━━━ DATA FOR THIS TASK ━━━
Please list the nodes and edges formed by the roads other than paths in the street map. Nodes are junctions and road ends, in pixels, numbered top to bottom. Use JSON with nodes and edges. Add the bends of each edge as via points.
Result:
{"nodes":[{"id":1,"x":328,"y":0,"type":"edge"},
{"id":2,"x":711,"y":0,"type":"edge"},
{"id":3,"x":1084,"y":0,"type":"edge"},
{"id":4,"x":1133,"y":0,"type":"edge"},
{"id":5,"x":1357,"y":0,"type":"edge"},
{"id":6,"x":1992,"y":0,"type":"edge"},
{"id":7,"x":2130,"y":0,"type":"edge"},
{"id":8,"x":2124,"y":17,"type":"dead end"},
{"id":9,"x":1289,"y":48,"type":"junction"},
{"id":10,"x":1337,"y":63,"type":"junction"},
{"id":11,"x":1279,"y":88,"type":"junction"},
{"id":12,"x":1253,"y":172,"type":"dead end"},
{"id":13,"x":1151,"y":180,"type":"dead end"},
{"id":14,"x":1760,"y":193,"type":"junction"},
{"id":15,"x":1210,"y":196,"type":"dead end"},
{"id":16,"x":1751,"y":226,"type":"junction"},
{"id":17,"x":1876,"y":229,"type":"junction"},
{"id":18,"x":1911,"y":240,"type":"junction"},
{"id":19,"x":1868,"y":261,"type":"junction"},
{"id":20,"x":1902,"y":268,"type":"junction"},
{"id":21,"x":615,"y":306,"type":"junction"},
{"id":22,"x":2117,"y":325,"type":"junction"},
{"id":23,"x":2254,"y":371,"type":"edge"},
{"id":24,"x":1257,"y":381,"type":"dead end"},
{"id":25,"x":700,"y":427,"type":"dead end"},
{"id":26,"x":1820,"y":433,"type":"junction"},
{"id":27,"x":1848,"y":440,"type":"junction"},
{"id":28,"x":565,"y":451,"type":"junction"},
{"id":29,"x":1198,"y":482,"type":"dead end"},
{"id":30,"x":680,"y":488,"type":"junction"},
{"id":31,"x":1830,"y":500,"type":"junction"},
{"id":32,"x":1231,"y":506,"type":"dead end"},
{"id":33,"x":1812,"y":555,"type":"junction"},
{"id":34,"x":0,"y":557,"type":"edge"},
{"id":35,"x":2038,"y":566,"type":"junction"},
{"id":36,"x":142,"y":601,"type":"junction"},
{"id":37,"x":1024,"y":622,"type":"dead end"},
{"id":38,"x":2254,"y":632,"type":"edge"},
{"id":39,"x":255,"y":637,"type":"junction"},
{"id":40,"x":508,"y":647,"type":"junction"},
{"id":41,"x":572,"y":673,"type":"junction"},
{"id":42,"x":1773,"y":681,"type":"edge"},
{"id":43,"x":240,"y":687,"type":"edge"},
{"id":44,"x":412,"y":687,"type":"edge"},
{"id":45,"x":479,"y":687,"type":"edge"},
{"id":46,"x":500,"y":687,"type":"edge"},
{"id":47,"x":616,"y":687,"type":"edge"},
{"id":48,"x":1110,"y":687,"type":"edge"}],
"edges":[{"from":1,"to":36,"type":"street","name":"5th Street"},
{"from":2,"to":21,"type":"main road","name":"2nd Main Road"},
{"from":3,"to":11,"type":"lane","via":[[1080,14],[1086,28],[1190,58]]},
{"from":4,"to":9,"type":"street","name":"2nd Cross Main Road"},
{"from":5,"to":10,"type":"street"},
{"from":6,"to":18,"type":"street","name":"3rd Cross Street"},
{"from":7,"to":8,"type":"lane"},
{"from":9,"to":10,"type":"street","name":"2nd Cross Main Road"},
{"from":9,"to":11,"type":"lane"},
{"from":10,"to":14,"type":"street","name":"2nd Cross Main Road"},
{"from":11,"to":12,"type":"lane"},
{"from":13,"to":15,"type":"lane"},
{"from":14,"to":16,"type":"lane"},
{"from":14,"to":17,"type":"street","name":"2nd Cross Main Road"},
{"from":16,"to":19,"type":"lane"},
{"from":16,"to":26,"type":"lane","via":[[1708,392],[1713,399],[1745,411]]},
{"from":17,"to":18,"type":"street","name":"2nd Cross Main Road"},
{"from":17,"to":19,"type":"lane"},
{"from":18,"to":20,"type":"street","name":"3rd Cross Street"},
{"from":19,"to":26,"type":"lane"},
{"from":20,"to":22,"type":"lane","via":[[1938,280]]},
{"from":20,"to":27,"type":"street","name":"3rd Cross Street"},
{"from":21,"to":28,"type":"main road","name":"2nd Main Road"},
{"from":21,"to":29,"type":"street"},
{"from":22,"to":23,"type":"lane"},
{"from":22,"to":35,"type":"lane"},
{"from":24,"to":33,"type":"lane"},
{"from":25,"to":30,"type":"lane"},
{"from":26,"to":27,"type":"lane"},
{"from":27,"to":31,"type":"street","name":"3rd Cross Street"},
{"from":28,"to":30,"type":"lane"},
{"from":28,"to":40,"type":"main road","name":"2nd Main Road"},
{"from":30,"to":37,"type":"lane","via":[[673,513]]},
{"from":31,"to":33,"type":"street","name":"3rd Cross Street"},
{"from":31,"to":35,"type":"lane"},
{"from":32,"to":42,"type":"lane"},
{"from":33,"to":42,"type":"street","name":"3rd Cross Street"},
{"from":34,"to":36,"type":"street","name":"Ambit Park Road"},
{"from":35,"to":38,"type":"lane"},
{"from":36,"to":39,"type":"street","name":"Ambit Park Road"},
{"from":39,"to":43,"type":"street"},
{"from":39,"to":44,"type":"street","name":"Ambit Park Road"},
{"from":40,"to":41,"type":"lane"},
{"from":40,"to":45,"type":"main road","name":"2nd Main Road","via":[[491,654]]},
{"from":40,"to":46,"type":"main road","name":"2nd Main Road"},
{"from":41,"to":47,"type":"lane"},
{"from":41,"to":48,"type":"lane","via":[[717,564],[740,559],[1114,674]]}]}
━━━
▸ **YOUR TASK**: All of the material must be given again exactly.

▸ **WRITTEN REPLY**:
Please list the nodes and edges formed by the roads other than paths in the street map. Nodes are junctions and road ends, in pixels, numbered top to bottom. Use JSON with nodes and edges. Add the bends of each edge as via points.
Result:
{"nodes":[{"id":1,"x":328,"y":0,"type":"edge"},
{"id":2,"x":711,"y":0,"type":"edge"},
{"id":3,"x":1084,"y":0,"type":"edge"},
{"id":4,"x":1133,"y":0,"type":"edge"},
{"id":5,"x":1357,"y":0,"type":"edge"},
{"id":6,"x":1992,"y":0,"type":"edge"},
{"id":7,"x":2130,"y":0,"type":"edge"},
{"id":8,"x":2124,"y":17,"type":"dead end"},
{"id":9,"x":1289,"y":48,"type":"junction"},
{"id":10,"x":1337,"y":63,"type":"junction"},
{"id":11,"x":1279,"y":88,"type":"junction"},
{"id":12,"x":1253,"y":172,"type":"dead end"},
{"id":13,"x":1151,"y":180,"type":"dead end"},
{"id":14,"x":1760,"y":193,"type":"junction"},
{"id":15,"x":1210,"y":196,"type":"dead end"},
{"id":16,"x":1751,"y":226,"type":"junction"},
{"id":17,"x":1876,"y":229,"type":"junction"},
{"id":18,"x":1911,"y":240,"type":"junction"},
{"id":19,"x":1868,"y":261,"type":"junction"},
{"id":20,"x":1902,"y":268,"type":"junction"},
{"id":21,"x":615,"y":306,"type":"junction"},
{"id":22,"x":2117,"y":325,"type":"junction"},
{"id":23,"x":2254,"y":371,"type":"edge"},
{"id":24,"x":1257,"y":381,"type":"dead end"},
{"id":25,"x":700,"y":427,"type":"dead end"},
{"id":26,"x":1820,"y":433,"type":"junction"},
{"id":27,"x":1848,"y":440,"type":"junction"},
{"id":28,"x":565,"y":451,"type":"junction"},
{"id":29,"x":1198,"y":482,"type":"dead end"},
{"id":30,"x":680,"y":488,"type":"junction"},
{"id":31,"x":1830,"y":500,"type":"junction"},
{"id":32,"x":1231,"y":506,"type":"dead end"},
{"id":33,"x":1812,"y":555,"type":"junction"},
{"id":34,"x":0,"y":557,"type":"edge"},
{"id":35,"x":2038,"y":566,"type":"junction"},
{"id":36,"x":142,"y":601,"type":"junction"},
{"id":37,"x":1024,"y":622,"type":"dead end"},
{"id":38,"x":2254,"y":632,"type":"edge"},
{"id":39,"x":255,"y":637,"type":"junction"},
{"id":40,"x":508,"y":647,"type":"junction"},
{"id":41,"x":572,"y":673,"type":"junction"},
{"id":42,"x":1773,"y":681,"type":"edge"},
{"id":43,"x":240,"y":687,"type":"edge"},
{"id":44,"x":412,"y":687,"type":"edge"},
{"id":45,"x":479,"y":687,"type":"edge"},
{"id":46,"x":500,"y":687,"type":"edge"},
{"id":47,"x":616,"y":687,"type":"edge"},
{"id":48,"x":1110,"y":687,"type":"edge"}],
"edges":[{"from":1,"to":36,"type":"street","name":"5th Street"},
{"from":2,"to":21,"type":"main road","name":"2nd Main Road"},
{"from":3,"to":11,"type":"lane","via":[[1080,14],[1086,28],[1190,58]]},
{"from":4,"to":9,"type":"street","name":"2nd Cross Main Road"},
{"from":5,"to":10,"type":"street"},
{"from":6,"to":18,"type":"street","name":"3rd Cross Street"},
{"from":7,"to":8,"type":"lane"},
{"from":9,"to":10,"type":"street","name":"2nd Cross Main Road"},
{"from":9,"to":11,"type":"lane"},
{"from":10,"to":14,"type":"street","name":"2nd Cross Main Road"},
{"from":11,"to":12,"type":"lane"},
{"from":13,"to":15,"type":"lane"},
{"from":14,"to":16,"type":"lane"},
{"from":14,"to":17,"type":"street","name":"2nd Cross Main Road"},
{"from":16,"to":19,"type":"lane"},
{"from":16,"to":26,"type":"lane","via":[[1708,392],[1713,399],[1745,411]]},
{"from":17,"to":18,"type":"street","name":"2nd Cross Main Road"},
{"from":17,"to":19,"type":"lane"},
{"from":18,"to":20,"type":"street","name":"3rd Cross Street"},
{"from":19,"to":26,"type":"lane"},
{"from":20,"to":22,"type":"lane","via":[[1938,280]]},
{"from":20,"to":27,"type":"street","name":"3rd Cross Street"},
{"from":21,"to":28,"type":"main road","name":"2nd Main Road"},
{"from":21,"to":29,"type":"street"},
{"from":22,"to":23,"type":"lane"},
{"from":22,"to":35,"type":"lane"},
{"from":24,"to":33,"type":"lane"},
{"from":25,"to":30,"type":"lane"},
{"from":26,"to":27,"type":"lane"},
{"from":27,"to":31,"type":"street","name":"3rd Cross Street"},
{"from":28,"to":30,"type":"lane"},
{"from":28,"to":40,"type":"main road","name":"2nd Main Road"},
{"from":30,"to":37,"type":"lane","via":[[673,513]]},
{"from":31,"to":33,"type":"street","name":"3rd Cross Street"},
{"from":31,"to":35,"type":"lane"},
{"from":32,"to":42,"type":"lane"},
{"from":33,"to":42,"type":"street","name":"3rd Cross Street"},
{"from":34,"to":36,"type":"street","name":"Ambit Park Road"},
{"from":35,"to":38,"type":"lane"},
{"from":36,"to":39,"type":"street","name":"Ambit Park Road"},
{"from":39,"to":43,"type":"street"},
{"from":39,"to":44,"type":"street","name":"Ambit Park Road"},
{"from":40,"to":41,"type":"lane"},
{"from":40,"to":45,"type":"main road","name":"2nd Main Road","via":[[491,654]]},
{"from":40,"to":46,"type":"main road","name":"2nd Main Road"},
{"from":41,"to":47,"type":"lane"},
{"from":41,"to":48,"type":"lane","via":[[717,564],[740,559],[1114,674]]}]}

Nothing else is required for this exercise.